Paella is one of my favorite Spanish delicacies. The combination of rice, shellfish, meats and chicken is unlike anything else out there. Even risotto, which is a close relative, doesn’t come close to the smoky flavor found in a good paella. I’ve tried my hand at paella in the past, and there was always something missing. What was that something? Sofrito. According to Food & Wine magazine, sofrito is a mixture of sauteed vegetables that infuses the rice with a rich deep flavor. That flavor sent my tastebuds over the moon. This was what had been missing all these years from my paella. And the best thing about it, the sofrito only added a few extra minutes to my overall cooking time.
Chicken and shrimp paella
- 1/2 cup water
- 1/4 cup olive oil, divided
- 1 onion, chopped
- 2 garlic cloves, minced
- 1 red bell pepper, chopped
- 2 Roma tomatoes, grated
- 1 tablespoon white wine vinegar
- 3 skin-on chicken breasts
- Salt and pepper to taste
- 6 cups chicken stock
- 2-1/4 cups rice
- 1 pound frozen, cooked shrimp, thawed
- 1 cup fresh or frozen peas
- Make the sofrito: Heat two tablespoons of olive oil over medium heat in a large skillet. Add the onion and cook until tender, about three minutes. Stir in the garlic, red pepper, grated tomatoes, vinegar and water. Reduce the heat to low and simmer until the liquid has evaporated and the vegetables are soft, about 15 minutes. Pour into a cup and set aside.

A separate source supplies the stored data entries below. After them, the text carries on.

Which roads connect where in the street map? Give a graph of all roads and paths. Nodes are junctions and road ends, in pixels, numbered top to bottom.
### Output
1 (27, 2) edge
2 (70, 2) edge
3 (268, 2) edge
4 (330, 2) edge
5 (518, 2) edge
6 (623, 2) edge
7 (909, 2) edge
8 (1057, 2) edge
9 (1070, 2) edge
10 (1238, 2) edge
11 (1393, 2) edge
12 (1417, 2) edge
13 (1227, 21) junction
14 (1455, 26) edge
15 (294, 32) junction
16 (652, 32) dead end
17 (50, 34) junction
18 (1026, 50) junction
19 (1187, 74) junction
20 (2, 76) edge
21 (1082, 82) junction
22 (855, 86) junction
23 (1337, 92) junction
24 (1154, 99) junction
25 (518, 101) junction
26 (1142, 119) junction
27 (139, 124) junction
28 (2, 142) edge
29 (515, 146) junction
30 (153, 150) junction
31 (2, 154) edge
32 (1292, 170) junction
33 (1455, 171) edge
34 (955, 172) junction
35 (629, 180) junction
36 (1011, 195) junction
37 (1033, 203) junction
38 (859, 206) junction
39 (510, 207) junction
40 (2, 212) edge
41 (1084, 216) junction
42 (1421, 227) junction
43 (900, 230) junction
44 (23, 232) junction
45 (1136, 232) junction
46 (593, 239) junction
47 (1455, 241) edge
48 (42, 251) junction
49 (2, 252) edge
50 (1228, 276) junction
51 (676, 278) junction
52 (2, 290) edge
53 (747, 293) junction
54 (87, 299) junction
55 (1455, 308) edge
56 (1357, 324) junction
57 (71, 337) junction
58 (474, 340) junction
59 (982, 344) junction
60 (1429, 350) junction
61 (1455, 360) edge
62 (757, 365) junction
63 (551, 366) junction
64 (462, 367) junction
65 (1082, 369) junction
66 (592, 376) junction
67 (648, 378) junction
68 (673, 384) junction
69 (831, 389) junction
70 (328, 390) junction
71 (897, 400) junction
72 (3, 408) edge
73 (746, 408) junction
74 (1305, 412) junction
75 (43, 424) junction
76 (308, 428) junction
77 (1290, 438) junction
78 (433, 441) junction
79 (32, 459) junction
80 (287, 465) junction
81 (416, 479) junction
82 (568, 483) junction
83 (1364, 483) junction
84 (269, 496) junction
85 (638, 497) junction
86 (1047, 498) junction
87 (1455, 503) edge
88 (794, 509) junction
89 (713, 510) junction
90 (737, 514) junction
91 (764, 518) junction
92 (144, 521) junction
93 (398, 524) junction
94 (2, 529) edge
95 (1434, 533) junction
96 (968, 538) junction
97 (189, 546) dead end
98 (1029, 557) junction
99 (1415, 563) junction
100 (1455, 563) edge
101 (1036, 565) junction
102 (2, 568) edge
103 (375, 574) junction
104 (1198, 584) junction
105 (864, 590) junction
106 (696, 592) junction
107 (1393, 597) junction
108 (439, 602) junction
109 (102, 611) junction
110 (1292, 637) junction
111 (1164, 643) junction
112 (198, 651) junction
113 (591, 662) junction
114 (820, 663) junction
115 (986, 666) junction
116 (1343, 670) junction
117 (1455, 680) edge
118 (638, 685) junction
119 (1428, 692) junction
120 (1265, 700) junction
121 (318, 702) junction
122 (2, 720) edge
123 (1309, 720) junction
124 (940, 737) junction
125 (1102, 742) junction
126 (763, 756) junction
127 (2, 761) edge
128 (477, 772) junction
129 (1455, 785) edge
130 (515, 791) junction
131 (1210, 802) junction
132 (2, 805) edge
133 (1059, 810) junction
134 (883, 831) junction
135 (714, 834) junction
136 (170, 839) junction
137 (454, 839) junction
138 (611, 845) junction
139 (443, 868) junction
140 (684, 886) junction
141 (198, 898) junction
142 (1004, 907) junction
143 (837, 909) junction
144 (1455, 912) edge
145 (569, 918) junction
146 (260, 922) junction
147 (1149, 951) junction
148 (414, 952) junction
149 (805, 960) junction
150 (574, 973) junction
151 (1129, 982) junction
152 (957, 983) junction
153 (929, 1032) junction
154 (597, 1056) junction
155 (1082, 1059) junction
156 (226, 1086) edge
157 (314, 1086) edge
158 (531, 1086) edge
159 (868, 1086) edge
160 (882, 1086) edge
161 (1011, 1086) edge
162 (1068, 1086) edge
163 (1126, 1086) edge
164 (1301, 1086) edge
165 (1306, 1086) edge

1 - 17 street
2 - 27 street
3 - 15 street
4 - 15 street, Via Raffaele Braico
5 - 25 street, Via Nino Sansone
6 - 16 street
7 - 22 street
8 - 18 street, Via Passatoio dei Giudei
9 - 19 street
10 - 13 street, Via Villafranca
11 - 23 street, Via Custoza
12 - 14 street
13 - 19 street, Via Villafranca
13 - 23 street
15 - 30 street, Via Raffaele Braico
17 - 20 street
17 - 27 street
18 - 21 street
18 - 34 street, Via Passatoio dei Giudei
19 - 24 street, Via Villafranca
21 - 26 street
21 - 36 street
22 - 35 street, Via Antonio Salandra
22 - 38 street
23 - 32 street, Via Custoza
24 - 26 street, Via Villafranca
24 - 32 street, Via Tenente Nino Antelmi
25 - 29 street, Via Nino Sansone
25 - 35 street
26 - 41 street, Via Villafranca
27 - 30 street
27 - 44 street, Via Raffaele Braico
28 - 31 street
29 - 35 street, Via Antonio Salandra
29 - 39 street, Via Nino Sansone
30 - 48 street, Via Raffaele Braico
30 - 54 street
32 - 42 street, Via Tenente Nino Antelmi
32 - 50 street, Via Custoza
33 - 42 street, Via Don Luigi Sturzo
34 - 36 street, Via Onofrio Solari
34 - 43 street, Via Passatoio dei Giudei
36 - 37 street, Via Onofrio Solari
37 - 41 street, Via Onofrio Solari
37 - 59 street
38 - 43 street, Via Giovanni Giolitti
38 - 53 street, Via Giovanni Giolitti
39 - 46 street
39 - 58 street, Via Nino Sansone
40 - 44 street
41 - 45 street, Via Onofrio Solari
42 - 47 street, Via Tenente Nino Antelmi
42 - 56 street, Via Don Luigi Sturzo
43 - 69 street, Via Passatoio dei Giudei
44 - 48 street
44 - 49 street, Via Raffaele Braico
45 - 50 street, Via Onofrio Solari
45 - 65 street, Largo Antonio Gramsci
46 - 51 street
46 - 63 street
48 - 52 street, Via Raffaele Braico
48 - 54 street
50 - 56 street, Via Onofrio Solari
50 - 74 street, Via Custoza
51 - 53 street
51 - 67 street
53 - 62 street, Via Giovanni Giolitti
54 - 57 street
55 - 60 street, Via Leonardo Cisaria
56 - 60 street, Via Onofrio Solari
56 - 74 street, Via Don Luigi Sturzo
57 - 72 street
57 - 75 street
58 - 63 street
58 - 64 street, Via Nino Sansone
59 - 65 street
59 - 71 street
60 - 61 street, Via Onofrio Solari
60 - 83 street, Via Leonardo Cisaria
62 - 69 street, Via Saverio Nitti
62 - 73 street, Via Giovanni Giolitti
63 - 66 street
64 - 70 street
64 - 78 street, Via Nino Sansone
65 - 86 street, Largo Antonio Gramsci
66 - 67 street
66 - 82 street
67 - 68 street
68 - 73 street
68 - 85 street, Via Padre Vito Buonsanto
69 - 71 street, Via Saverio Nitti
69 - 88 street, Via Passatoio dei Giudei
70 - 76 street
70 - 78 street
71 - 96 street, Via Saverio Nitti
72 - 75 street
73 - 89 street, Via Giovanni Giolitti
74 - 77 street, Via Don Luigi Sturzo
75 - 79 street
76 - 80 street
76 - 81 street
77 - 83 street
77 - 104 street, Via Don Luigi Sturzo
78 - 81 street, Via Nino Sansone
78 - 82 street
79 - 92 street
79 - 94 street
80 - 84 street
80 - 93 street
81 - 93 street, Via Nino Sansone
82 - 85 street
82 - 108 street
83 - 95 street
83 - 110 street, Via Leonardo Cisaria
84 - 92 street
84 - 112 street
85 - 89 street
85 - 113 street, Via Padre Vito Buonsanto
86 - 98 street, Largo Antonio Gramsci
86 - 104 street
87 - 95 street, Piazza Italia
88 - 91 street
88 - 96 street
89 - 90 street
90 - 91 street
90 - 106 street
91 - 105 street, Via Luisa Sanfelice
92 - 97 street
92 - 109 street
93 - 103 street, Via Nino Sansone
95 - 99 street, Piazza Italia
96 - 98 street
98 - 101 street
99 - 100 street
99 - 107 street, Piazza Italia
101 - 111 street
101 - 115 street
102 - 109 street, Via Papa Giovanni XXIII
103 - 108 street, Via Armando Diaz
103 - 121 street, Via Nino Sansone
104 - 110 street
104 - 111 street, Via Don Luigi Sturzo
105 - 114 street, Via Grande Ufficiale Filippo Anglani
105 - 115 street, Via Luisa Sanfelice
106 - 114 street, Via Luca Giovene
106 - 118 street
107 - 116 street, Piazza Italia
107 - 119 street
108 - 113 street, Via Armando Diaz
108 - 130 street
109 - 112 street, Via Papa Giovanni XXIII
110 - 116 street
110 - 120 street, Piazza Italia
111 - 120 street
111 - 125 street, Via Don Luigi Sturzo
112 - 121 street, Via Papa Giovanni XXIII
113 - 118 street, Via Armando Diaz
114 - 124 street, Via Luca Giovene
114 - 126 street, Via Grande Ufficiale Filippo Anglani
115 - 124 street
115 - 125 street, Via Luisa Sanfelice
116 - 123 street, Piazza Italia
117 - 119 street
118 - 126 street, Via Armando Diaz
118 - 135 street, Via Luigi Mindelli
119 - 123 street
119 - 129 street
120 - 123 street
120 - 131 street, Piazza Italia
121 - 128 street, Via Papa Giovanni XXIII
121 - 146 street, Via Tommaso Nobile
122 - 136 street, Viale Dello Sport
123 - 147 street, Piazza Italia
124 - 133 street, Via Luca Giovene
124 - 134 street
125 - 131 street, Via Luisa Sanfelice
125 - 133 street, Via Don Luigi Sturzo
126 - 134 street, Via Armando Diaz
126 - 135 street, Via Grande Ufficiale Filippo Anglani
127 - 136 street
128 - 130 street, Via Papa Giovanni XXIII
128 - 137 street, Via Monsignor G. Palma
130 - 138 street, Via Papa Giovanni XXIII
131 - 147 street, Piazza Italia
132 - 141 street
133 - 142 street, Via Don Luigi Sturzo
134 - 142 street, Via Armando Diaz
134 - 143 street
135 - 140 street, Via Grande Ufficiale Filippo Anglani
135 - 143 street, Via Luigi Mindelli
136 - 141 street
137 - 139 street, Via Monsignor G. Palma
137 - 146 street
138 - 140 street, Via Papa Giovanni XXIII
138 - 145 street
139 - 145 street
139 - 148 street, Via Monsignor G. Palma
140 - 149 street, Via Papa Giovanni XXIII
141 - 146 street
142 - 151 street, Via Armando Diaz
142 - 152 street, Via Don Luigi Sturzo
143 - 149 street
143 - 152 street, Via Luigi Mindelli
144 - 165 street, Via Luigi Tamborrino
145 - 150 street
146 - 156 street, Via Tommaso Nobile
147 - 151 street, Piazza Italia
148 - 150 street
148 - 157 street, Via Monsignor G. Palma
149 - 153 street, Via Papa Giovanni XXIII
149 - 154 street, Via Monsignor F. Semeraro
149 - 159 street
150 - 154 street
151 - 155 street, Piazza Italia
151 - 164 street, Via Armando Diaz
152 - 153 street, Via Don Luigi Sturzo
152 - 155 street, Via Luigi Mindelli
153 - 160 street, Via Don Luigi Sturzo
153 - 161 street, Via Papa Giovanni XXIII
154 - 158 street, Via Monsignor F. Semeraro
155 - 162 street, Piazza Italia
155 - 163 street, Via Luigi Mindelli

- Heat the remaining olive oil in a large saute pan over medium-high heat. Season the chicken with salt and pepper and cook until browned, about four minutes per side. Transfer the chicken to a plate and set aside.
- Add three cups of stock to the pan, scraping up the browned bits with a wooden spoon.
- Whisk in the sofrito and bring to a boil. Add the rice, season with salt and pepper and return to a boil. Cook for about four minutes without stirring.
- Cut the chicken into large pieces and bury it, skin side up, in the rice and cook until the stock is absorbed, about six minutes.
- Reduce the heat to low. Add the remaining stock, one cup at a time and wait until the stock is absorbed before adding the next cup. This will take 10 to 15 minutes. Continue cooking until rice is tender. Bury the shrimp in the rice and cook until heated through, about four minutes. Stir in the peas and cook for two more minutes until heated through. Serve immediately.